What the task requires
Compute how many lines in the data below hold the word "Right", then report that number with nothing else.

Listed entries
----------

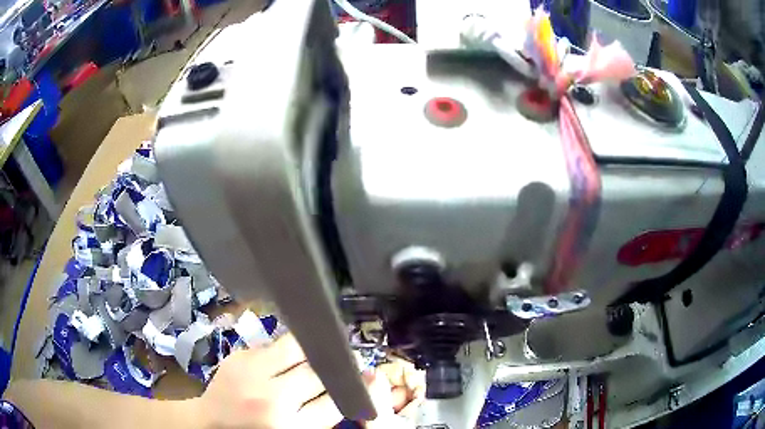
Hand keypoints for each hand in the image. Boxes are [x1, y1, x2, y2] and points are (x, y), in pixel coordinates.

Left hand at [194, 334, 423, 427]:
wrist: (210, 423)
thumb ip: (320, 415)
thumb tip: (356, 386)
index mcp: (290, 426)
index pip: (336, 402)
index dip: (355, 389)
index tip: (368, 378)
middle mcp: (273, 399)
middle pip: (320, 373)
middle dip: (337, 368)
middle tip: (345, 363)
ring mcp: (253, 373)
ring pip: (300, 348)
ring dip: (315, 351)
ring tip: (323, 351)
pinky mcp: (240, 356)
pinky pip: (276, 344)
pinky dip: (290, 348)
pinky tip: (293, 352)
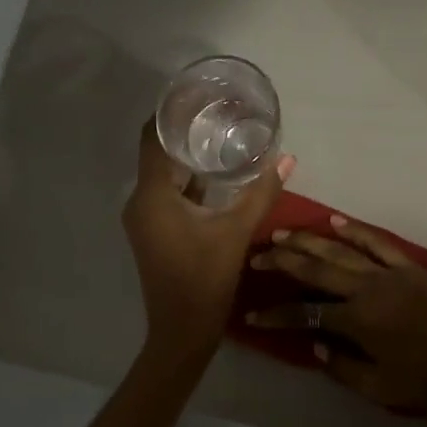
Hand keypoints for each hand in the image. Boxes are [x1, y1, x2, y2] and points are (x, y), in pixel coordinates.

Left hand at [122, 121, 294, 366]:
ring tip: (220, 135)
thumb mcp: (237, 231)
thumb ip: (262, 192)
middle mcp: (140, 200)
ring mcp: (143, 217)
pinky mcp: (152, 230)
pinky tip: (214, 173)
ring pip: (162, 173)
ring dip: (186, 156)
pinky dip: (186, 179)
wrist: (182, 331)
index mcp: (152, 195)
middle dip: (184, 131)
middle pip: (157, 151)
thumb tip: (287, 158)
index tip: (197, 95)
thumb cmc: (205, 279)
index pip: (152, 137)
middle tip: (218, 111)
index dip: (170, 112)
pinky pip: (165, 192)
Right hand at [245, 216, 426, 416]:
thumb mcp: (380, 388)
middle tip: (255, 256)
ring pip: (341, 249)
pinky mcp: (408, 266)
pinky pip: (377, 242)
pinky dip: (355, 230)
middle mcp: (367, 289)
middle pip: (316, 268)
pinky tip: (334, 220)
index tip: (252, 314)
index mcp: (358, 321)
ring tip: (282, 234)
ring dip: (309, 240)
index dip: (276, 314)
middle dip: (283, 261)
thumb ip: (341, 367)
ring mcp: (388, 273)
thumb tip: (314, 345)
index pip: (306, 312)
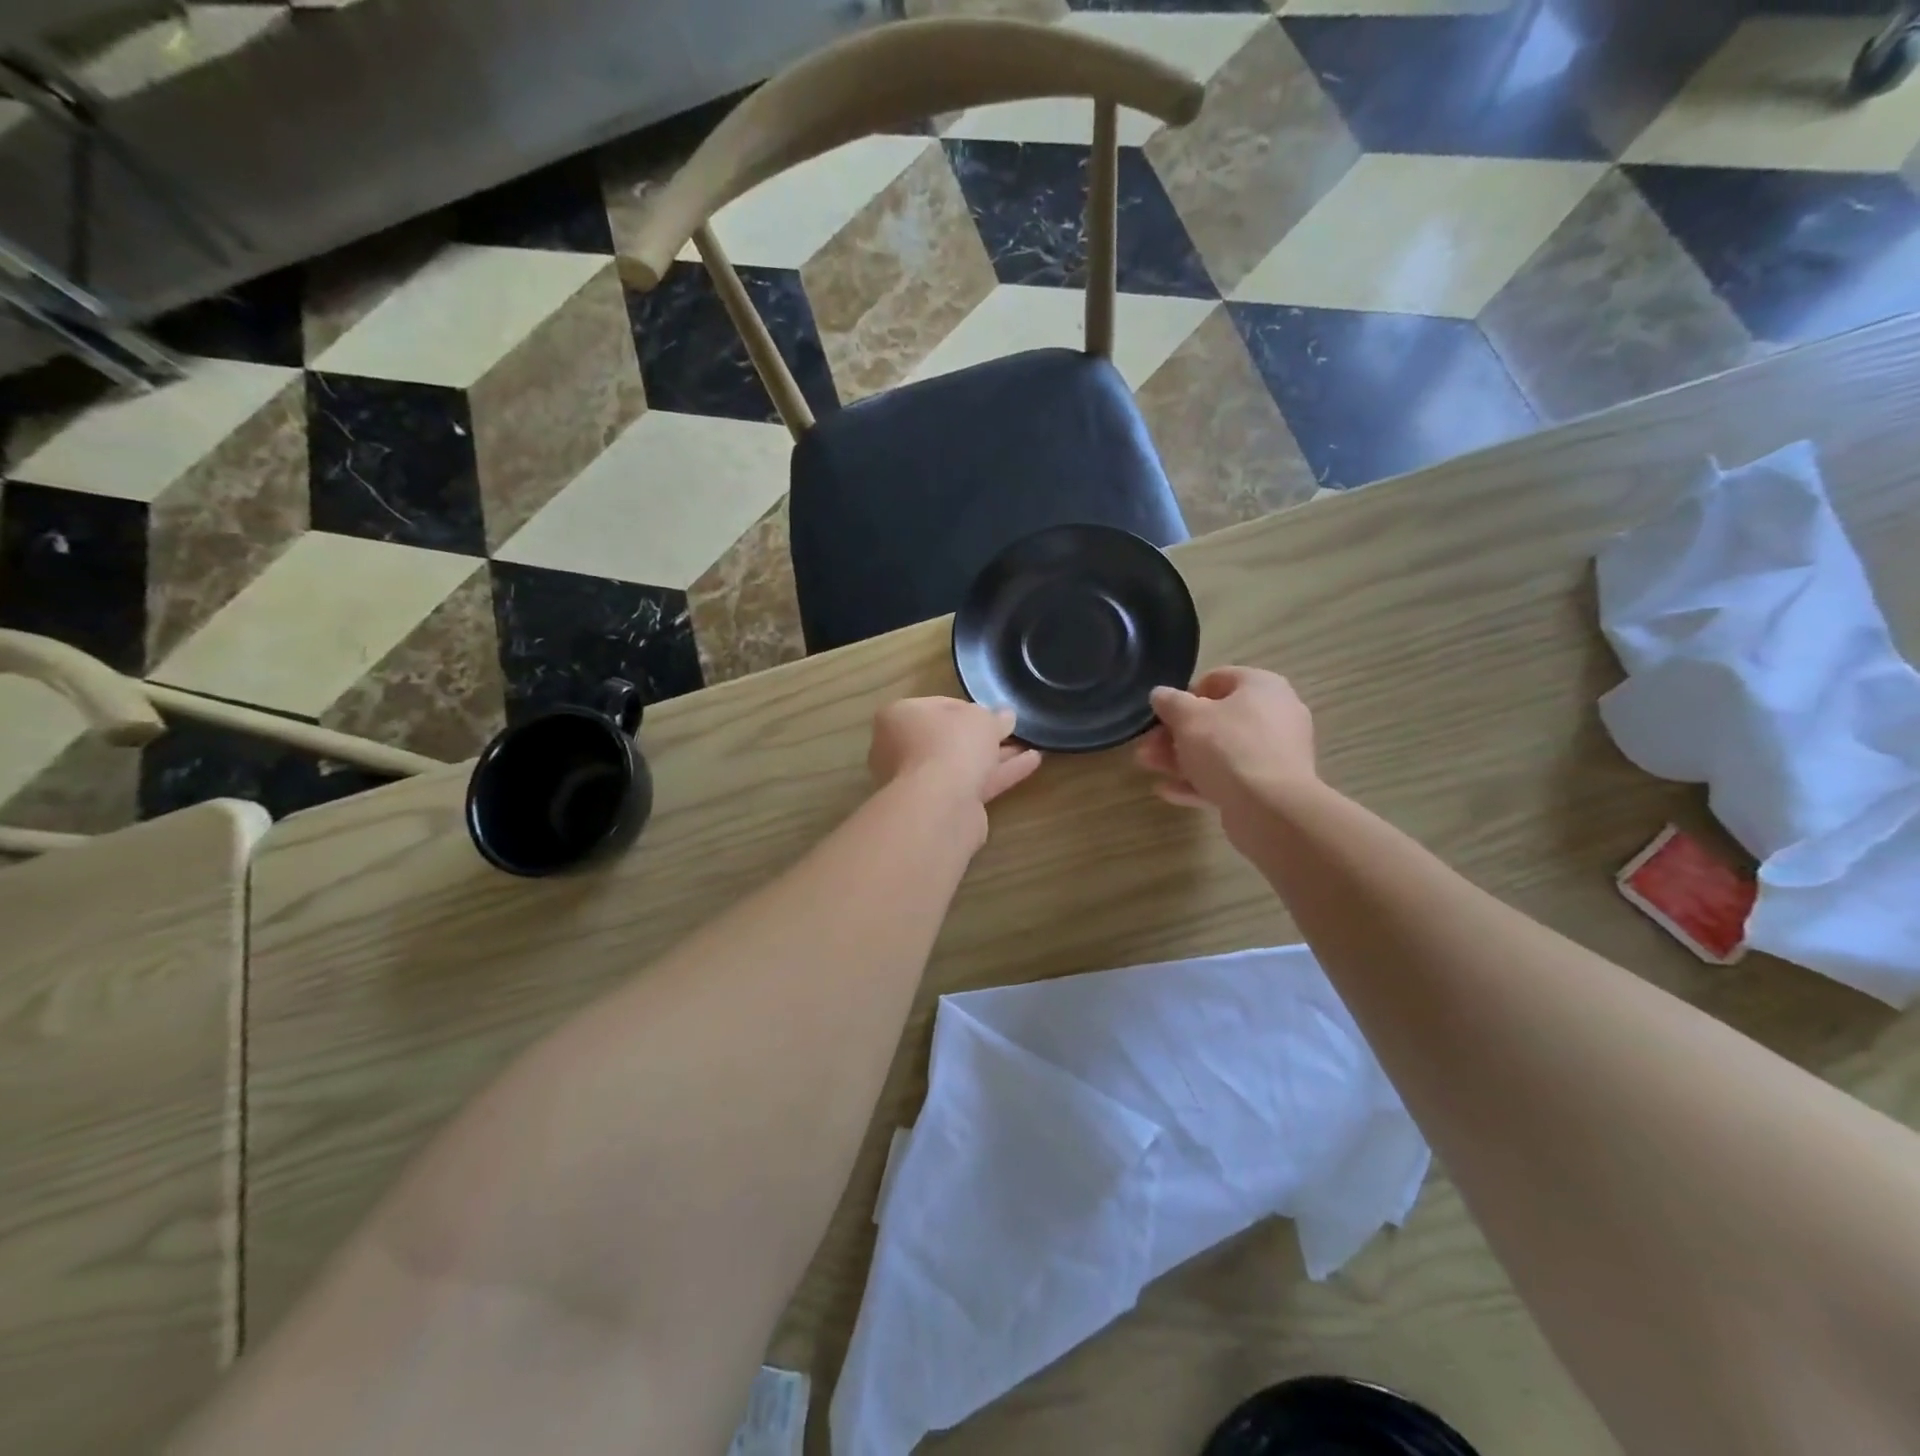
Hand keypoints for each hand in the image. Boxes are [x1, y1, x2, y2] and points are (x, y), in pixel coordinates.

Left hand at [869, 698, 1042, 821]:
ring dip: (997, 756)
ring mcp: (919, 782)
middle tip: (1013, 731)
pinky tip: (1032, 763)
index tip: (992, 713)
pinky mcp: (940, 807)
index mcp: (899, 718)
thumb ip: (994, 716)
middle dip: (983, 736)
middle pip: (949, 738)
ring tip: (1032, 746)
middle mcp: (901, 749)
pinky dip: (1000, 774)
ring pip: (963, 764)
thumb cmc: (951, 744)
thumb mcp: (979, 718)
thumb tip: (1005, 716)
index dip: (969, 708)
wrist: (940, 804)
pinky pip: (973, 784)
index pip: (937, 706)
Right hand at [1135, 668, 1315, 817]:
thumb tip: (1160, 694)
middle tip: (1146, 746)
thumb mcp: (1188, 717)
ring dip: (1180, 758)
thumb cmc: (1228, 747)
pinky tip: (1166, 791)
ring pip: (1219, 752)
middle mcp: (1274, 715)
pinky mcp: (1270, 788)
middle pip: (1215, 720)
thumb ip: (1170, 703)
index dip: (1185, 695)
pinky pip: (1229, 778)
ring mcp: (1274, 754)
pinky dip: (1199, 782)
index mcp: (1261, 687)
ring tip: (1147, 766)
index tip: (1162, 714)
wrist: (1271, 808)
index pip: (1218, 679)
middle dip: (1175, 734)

----------

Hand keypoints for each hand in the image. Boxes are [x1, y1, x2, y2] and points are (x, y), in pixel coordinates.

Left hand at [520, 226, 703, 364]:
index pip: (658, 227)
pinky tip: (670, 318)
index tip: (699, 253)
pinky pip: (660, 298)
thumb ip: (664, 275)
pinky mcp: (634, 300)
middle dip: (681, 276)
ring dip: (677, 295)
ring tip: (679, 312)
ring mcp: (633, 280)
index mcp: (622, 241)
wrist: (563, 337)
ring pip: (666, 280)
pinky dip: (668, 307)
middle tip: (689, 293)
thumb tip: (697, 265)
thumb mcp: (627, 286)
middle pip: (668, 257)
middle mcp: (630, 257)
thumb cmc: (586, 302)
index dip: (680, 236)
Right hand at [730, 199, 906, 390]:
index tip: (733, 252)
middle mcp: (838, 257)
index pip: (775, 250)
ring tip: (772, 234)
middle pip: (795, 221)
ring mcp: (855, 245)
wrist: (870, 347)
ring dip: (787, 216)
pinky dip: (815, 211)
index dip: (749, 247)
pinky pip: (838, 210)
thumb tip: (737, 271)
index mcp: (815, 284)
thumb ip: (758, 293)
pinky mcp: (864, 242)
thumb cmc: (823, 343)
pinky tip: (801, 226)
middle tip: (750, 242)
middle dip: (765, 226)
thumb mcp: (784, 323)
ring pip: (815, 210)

----------

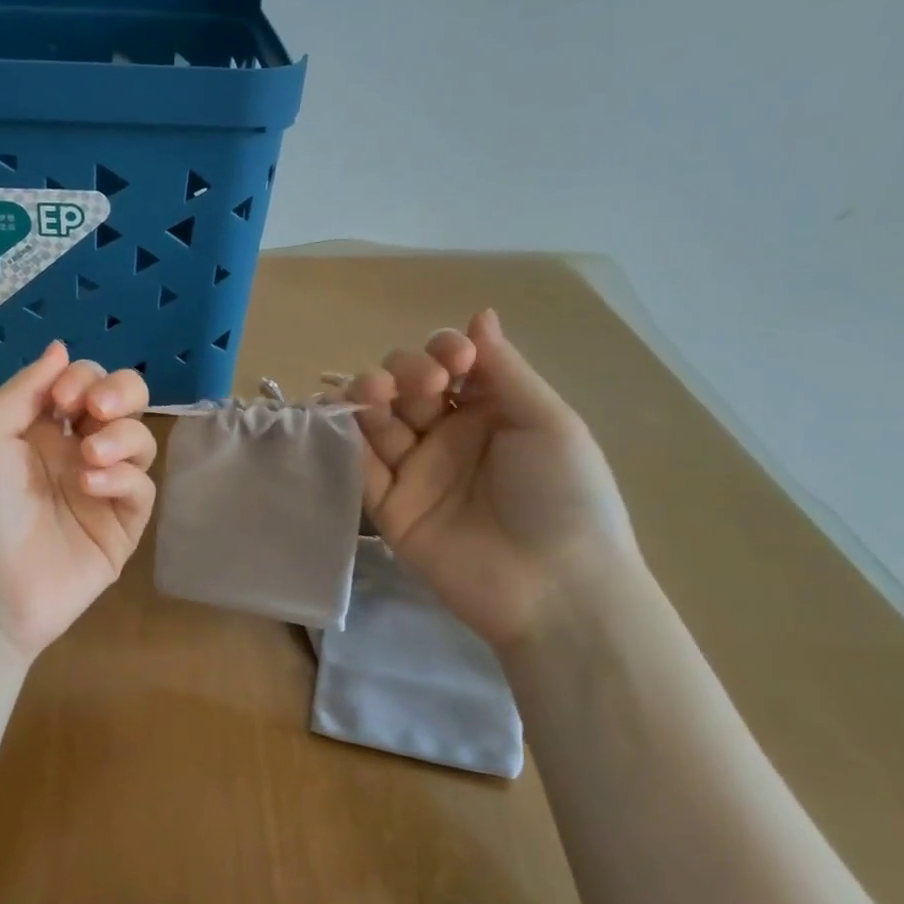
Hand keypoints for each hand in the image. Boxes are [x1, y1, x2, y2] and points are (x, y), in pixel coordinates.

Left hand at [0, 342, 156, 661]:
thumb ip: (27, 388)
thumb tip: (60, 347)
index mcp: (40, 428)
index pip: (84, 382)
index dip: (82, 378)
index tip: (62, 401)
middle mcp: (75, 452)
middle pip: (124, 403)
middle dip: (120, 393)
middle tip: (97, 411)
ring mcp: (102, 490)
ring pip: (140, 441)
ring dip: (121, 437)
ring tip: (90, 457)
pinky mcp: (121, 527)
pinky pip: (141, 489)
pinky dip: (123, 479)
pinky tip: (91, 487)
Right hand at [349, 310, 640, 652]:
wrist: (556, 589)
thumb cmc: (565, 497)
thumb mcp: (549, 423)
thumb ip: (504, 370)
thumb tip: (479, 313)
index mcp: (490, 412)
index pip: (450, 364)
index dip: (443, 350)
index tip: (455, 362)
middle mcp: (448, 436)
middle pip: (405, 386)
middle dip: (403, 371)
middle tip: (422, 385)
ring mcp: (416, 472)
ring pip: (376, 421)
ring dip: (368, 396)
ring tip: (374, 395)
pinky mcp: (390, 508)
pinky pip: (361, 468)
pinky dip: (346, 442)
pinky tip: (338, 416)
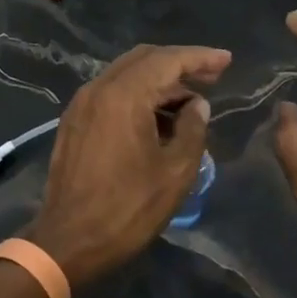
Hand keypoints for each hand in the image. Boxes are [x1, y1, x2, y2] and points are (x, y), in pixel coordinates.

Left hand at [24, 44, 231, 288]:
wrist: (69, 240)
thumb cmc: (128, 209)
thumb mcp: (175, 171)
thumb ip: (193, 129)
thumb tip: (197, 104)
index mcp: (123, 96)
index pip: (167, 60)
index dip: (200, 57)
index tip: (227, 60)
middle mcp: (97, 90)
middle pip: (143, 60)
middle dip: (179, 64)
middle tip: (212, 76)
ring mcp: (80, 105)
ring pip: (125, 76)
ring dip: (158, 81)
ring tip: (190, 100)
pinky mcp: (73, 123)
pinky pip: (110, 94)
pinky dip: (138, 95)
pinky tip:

----------

Result for this task
4